她放下铜盆,拧干了一条热毛巾,想要帮李玄擦拭背后的血迹,但手伸到一半,又停在了半空。
她怕碰到他的伤口。
“给我吧。”
李玄吐掉口中的木棍,声音沙哑。
沈如霜没有给。
她咬着嘴唇,眼眶有些发红,但硬是没让眼泪掉下来。
她小心翼翼地避开那些缝合线,轻轻地擦拭着李玄脊背上的冷汗和血污。
“外面的人都走了吗?”
李玄任由她擦拭着,随口问道。
“没走。东西堆成了山,人都守在门口,说是要为您护法。”
沈如霜的声音有些更咽,带着一丝恨意:
“之前在落魂峡,他们恨不得看着您死。现在倒好,一个个比亲孙子还孝顺。”
“正常。”
李玄拿起桌旁的一坛烈酒,仰头灌了一口。辛辣的酒液入喉,压下了伤口的剧痛。
“世人慌慌张张,不过是图碎银几两。修士忙忙碌碌,图的也不过是长生久视。”
“他们敬的不是我李玄。”
“他们敬的是我手里这把能杀人的枪。”
李玄低下头,看着自己那只暗金色的左手,轻轻活动了一下五指。
虽然剧痛钻心,但那种力量的传导感还在。
“枪在,他们就是孙子。”
“枪折了,他们就是豺狼。

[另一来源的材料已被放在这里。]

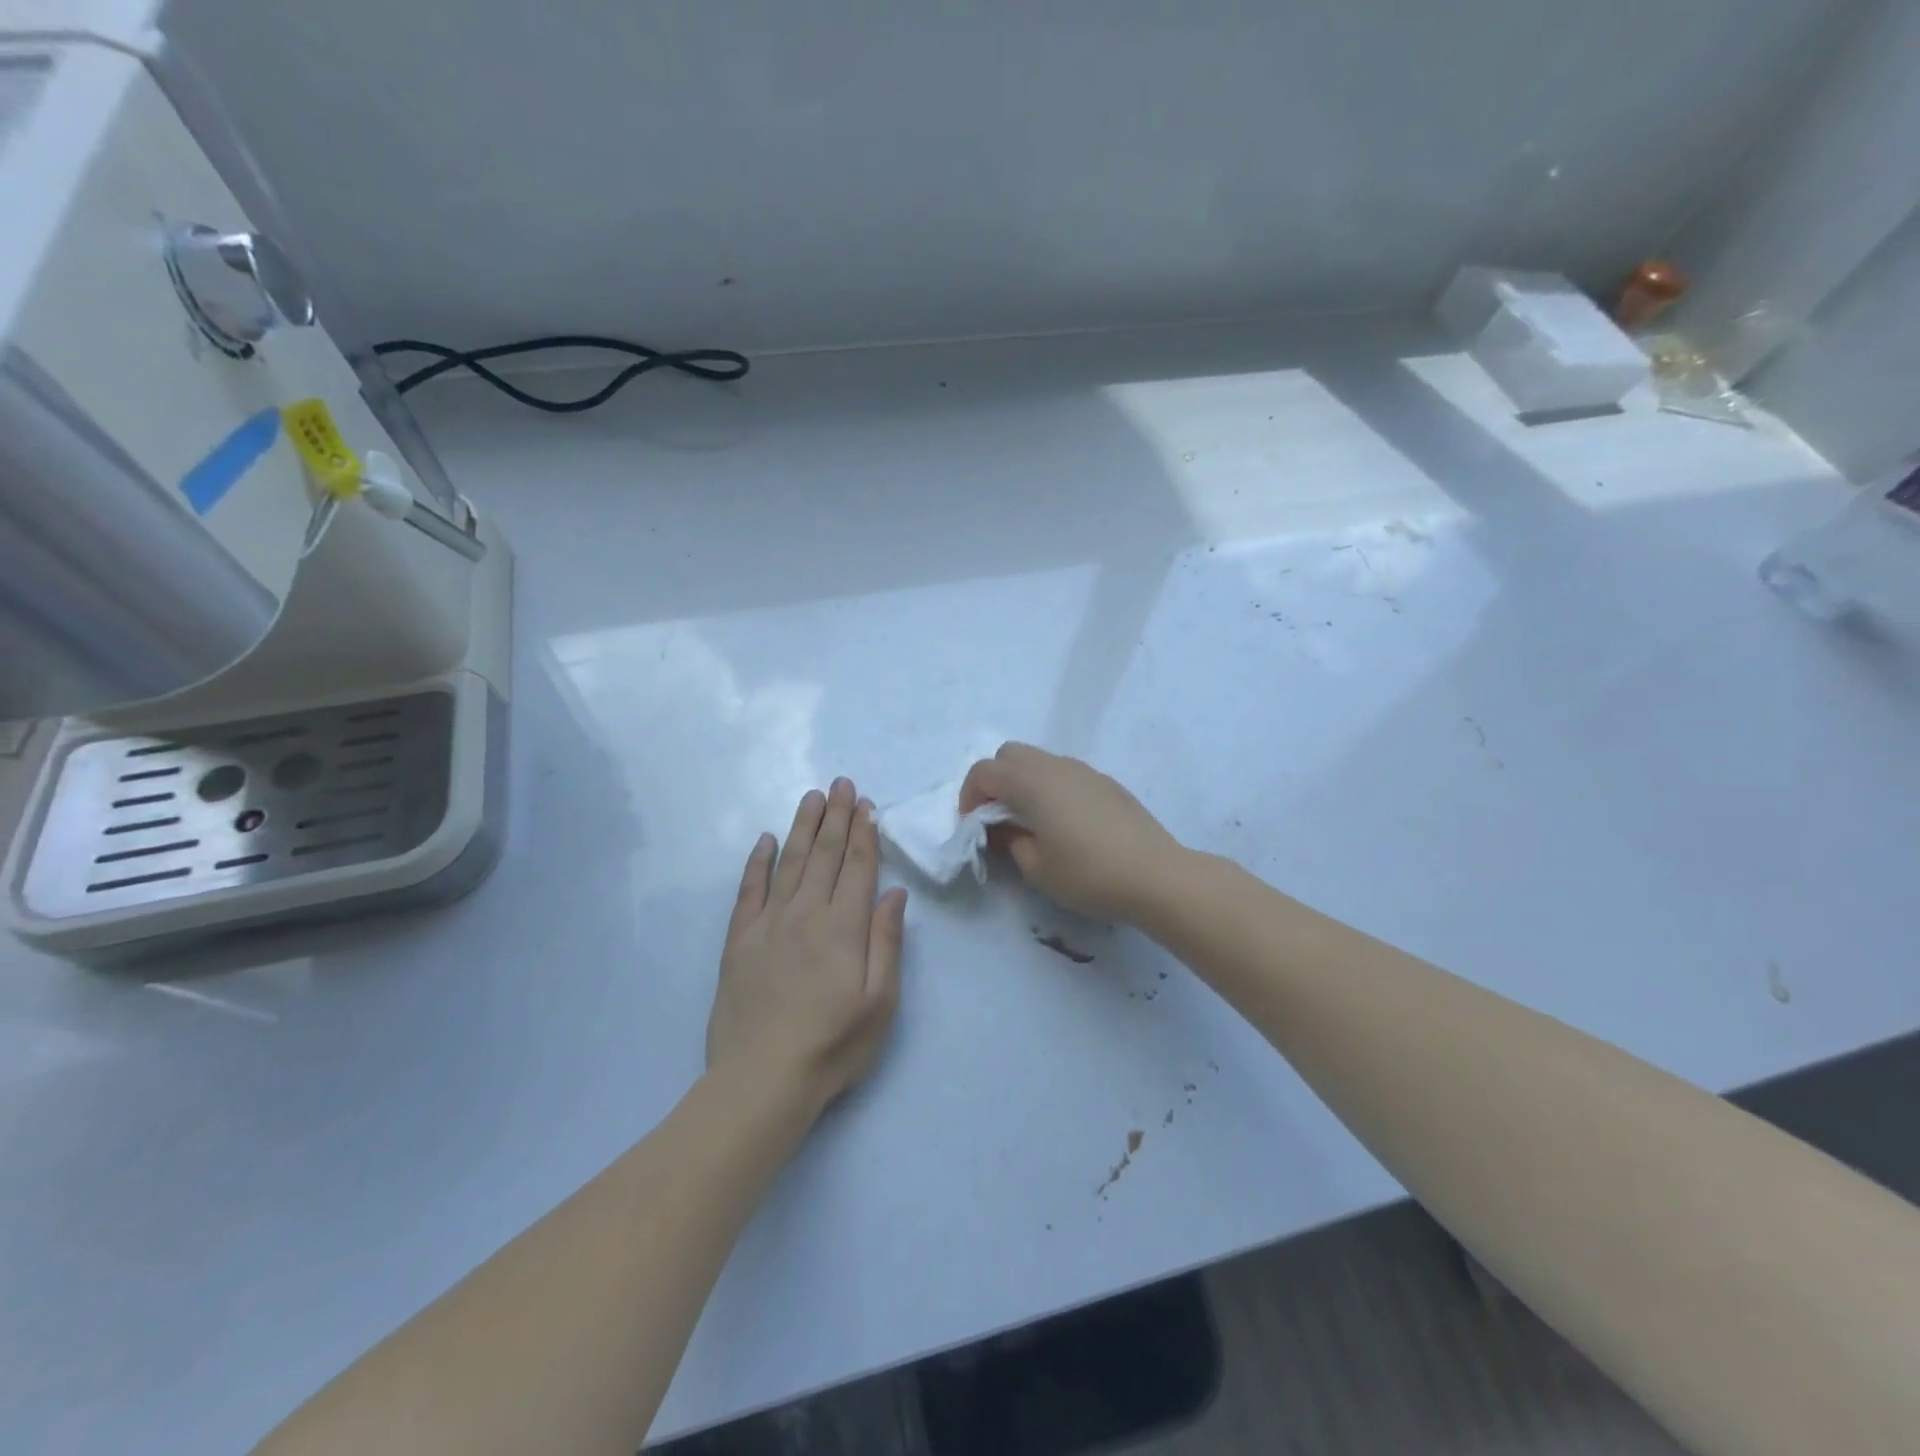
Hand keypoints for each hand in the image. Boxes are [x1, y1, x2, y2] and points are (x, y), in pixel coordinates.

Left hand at [707, 778, 908, 1108]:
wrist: (761, 1080)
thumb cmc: (833, 1045)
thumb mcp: (880, 1002)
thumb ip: (887, 942)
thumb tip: (893, 893)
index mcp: (844, 927)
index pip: (858, 867)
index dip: (864, 833)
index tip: (866, 804)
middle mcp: (806, 913)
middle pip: (826, 855)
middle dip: (836, 816)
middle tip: (841, 783)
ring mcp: (768, 923)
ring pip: (791, 862)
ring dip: (803, 827)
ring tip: (812, 797)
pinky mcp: (739, 940)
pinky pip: (749, 889)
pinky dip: (758, 862)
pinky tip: (766, 840)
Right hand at [959, 743, 1181, 921]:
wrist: (1156, 875)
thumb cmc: (1088, 874)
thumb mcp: (1036, 868)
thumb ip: (1010, 842)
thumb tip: (1004, 829)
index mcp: (1032, 782)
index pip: (984, 771)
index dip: (969, 795)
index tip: (972, 825)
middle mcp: (1056, 766)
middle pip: (1010, 754)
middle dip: (994, 780)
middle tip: (996, 817)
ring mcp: (1085, 771)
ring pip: (1040, 760)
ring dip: (1024, 782)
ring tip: (1030, 821)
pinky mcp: (1107, 783)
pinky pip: (1065, 773)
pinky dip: (1050, 788)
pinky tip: (1064, 823)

”
“所以……”
李玄转过头,看着眼眶通红的沈如霜,咧嘴一笑。
那笑容里没有白天的不可一世,只有一种难得的温和与疲惫:
“别哭。”
“为了让他们一直当孙子,这枪,我就得一直握着。”
沈如霜终于忍不住了,眼泪夺眶而出。
她不想让李玄看到,猛地转过身去,将毛巾扔进水盆里,溅起一片水花。
“谁哭了。”
她背对着李玄,声音带着浓浓的鼻音:
“我是心疼钱。这一针下去,用的妖兽筋就值十块灵石。你这伤口缝了三十针,就是三百块灵石。”
“咱们家底薄,经不起你这么造。”
李玄愣了一下,随即哑然失笑。
他知道,这是这个女人特有的关心方式。
“行,听大管家的。”
李玄放下酒坛,拿起一旁的金创药,那是地球送来的特效凝胶。
“以后我省着点用。尽量少受点伤。”
沈如霜转过身,红着眼睛瞪了他一眼,然后夺过他手中的药膏:
“笨手笨脚的,我来。”
昏黄的烛光下。
这一方小小的斗室,仿佛成了风暴中心唯一的避风港。
窗外,是洪荒的万古长夜,是无数双窥探的眼睛,是即将到来的更残酷的厮杀。
窗内,只有一个满身伤疤的男人,和一个精打细算的女人。
没有惊天动地的誓言,也没有缠绵悱恻的情话。
只有药膏涂抹在伤口上的清凉,和那一句句关于灵石的碎碎念。
“这药得省着点涂,太贵了……”
“明日那一战,听说对手是个玩毒的,你这伤口记得别沾水……”
“还有,铁柱他们晚上想吃肉,我没批,这几天得攒点钱备战……”
李玄听着这些琐碎的唠叨,眼皮越来越沉。
那钻心的疼痛似乎也变得没那么难以忍受了。
他靠在床头,看着沈如霜专注的侧脸,心中涌起一股久违的宁静。
他想起了地球。
想起了那个在黑风山矿洞里,两人分吃半个发霉馒头的夜晚。
那时候他们也是这样。
门外是吃人的妖兽,门内是互相取暖的体温。
原来,无论走多远,无论变得多强。
这种活着的感觉,从未变过。
“如霜。”
李玄突然开口。
“嗯?”
沈如霜没有抬头,依旧在细心地为他包扎。
“等这次升仙大会结束了。”
李玄看着窗外那轮清冷的月亮,轻声说道:
“我们回地球吧。”
“我想带你去看看,那里没有妖兽,也没有神仙。”
“那里的夜晚,不用关门,也能睡个安稳觉。”
沈如霜的手动作一顿。
良久。
她系好了最后一个死结,抬起头,脸上露出了一个灿烂的笑容。
那笑容在烛光下,比昆仑虚所有的仙子都要动人。
“好。”
她说。
“但前提是,你得活着。还要把欠我的那三亿灵石赚回来。”
“一言为定。”
夜深了。
玄天城别院的灯火终于熄灭。
在这一片黑暗的洪荒大地上,这群来自异乡的旅人,枕着兵器,带着伤痛,却依然怀揣着最温暖的梦,沉沉睡去。
明日,又是死战。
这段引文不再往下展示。